Although that sub-par defensive performance against Michigan did raise some red flags, the Buckeyes aren't about to raise any white ones.
"You want to be remembered for your last game," senior safety Brandon Mitchell said. "And the game we played against Michigan, obviously, we weren't very happy with our performance as far as giving up big plays and probably more passing yards than we really wanted to.
"This game we just kind of want to get back to fundamentals and do the little things that got us here and made us have a successful season. I think that's what we have been placing the big emphasis on throughout practice."
In truth, the lapse against Michigan was definitely the exception to the Buckeyes' rule.

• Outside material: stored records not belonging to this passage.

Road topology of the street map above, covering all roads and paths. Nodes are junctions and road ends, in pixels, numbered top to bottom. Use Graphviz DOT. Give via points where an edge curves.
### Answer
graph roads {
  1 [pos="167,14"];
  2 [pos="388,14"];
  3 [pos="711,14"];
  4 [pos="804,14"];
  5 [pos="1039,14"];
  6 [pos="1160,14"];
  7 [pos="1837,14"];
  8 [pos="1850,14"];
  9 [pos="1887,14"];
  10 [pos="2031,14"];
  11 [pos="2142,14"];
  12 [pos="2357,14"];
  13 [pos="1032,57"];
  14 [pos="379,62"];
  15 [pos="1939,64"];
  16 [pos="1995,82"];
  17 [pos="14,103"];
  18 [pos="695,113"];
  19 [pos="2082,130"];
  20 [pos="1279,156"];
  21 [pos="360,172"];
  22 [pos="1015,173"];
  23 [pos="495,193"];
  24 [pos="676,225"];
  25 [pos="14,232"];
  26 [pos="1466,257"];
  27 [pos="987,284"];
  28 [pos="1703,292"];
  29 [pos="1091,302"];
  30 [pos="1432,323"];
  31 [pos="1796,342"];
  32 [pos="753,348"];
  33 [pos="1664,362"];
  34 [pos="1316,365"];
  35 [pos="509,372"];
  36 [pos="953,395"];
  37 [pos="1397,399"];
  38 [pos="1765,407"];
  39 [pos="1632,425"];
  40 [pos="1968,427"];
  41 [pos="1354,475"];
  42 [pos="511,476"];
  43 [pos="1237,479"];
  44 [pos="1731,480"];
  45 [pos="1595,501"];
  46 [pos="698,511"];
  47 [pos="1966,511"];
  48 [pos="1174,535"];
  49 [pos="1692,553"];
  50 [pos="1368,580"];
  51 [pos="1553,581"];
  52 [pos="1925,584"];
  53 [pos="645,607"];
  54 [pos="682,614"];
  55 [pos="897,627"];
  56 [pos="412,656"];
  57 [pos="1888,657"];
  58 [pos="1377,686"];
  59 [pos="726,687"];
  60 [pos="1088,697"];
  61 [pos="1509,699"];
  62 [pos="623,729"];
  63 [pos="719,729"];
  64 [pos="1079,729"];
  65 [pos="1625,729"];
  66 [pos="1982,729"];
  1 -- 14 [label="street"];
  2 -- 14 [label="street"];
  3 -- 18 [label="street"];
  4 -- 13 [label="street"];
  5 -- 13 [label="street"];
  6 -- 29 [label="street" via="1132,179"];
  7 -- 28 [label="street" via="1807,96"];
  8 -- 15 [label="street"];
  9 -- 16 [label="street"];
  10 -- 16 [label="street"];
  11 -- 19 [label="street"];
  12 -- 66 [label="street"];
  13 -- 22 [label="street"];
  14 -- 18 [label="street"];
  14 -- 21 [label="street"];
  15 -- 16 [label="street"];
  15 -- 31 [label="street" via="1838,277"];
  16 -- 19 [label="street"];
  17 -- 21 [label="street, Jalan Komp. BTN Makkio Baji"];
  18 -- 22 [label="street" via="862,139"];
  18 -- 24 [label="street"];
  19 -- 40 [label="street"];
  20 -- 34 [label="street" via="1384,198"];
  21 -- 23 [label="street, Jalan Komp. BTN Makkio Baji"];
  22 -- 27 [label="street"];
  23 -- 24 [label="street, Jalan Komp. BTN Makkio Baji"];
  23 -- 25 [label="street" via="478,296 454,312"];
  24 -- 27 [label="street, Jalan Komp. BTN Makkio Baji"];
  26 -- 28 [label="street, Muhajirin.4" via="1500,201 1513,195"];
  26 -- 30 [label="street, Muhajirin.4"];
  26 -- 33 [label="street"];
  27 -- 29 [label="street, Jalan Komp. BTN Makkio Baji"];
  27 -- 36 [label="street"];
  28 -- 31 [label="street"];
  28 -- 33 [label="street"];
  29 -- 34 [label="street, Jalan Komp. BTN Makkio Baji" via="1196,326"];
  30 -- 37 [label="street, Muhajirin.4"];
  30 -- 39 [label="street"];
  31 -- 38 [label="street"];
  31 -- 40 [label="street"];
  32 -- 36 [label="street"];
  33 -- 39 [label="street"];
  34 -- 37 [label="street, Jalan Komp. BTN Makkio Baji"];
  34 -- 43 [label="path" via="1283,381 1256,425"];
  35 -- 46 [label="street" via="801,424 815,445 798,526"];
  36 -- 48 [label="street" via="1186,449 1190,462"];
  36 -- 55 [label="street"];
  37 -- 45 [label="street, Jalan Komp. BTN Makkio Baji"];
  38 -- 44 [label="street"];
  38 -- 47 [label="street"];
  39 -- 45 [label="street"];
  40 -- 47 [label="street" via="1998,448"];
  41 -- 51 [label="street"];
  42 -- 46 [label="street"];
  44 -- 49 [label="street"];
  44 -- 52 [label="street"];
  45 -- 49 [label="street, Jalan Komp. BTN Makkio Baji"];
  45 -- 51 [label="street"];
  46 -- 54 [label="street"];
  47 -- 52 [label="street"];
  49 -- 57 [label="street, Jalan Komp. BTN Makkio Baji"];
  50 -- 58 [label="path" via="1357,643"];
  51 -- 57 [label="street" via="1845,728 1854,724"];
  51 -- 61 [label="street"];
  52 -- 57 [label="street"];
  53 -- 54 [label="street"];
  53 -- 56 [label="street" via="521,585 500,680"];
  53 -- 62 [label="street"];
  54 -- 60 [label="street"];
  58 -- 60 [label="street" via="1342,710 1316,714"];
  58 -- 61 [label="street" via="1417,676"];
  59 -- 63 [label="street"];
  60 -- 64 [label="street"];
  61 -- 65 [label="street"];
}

The 39 points Michigan scored was more than Ohio State allowed in the previous five games combined.
Still, they're not just assuming those issues won't resurface.
"We are concerned ourselves from the Michigan game," Heacock said. "We felt like we had a couple of breakdowns and gave up some big plays, a few more big plays we had than in the course of the year.
"I think those are things we are trying to correct ourselves and focus in on. We talk about Florida and obviously a lot of things concern you. They do a lot of different things."
What Florida is best at is getting the football to its talented receivers. UF pass catchers have combined to haul in 16 touchdown passes that have covered at least 20 yards.
"We go against great receivers each and every day in practice," cornerback Antonio Smith said. "We are a team and our team in practices goes No.1 offense against No.1 defense every day, and I think that gives us an edge. We are facing one of the best offenses in the country and some of the best receivers in the country (in practice). Going against them each and every day definitely helps us out and prepares us for Florida and anything we may face."
"I think they are unique because they play four or five guys at receiver," Mitchell said. "Any one of those guys when given the ball in open space, whether it is a 10-yard pass or a 38-yard bomb, can turn those plays into big plays. I think that's unique because usually you have to stop maybe one big-play guy or two-big play guys.
"With this team they spread the ball out so evenly that you have to be on your P's and Q's for every play. You have to stay focused for every possession, because you know at any time if there is a lack of focus they can break one."
But cornerback Malcolm Jenkins assured the Buckeyes would be more focused than they were against Michigan.
""We didn't perform like we wanted to, and I think we lost some respect that we had been trying to gain all year," Jenkins said. "So for us, it's just coming out and being as good as your last game. This is our last game, so all they are going to remember from here on out is how we play this weekend."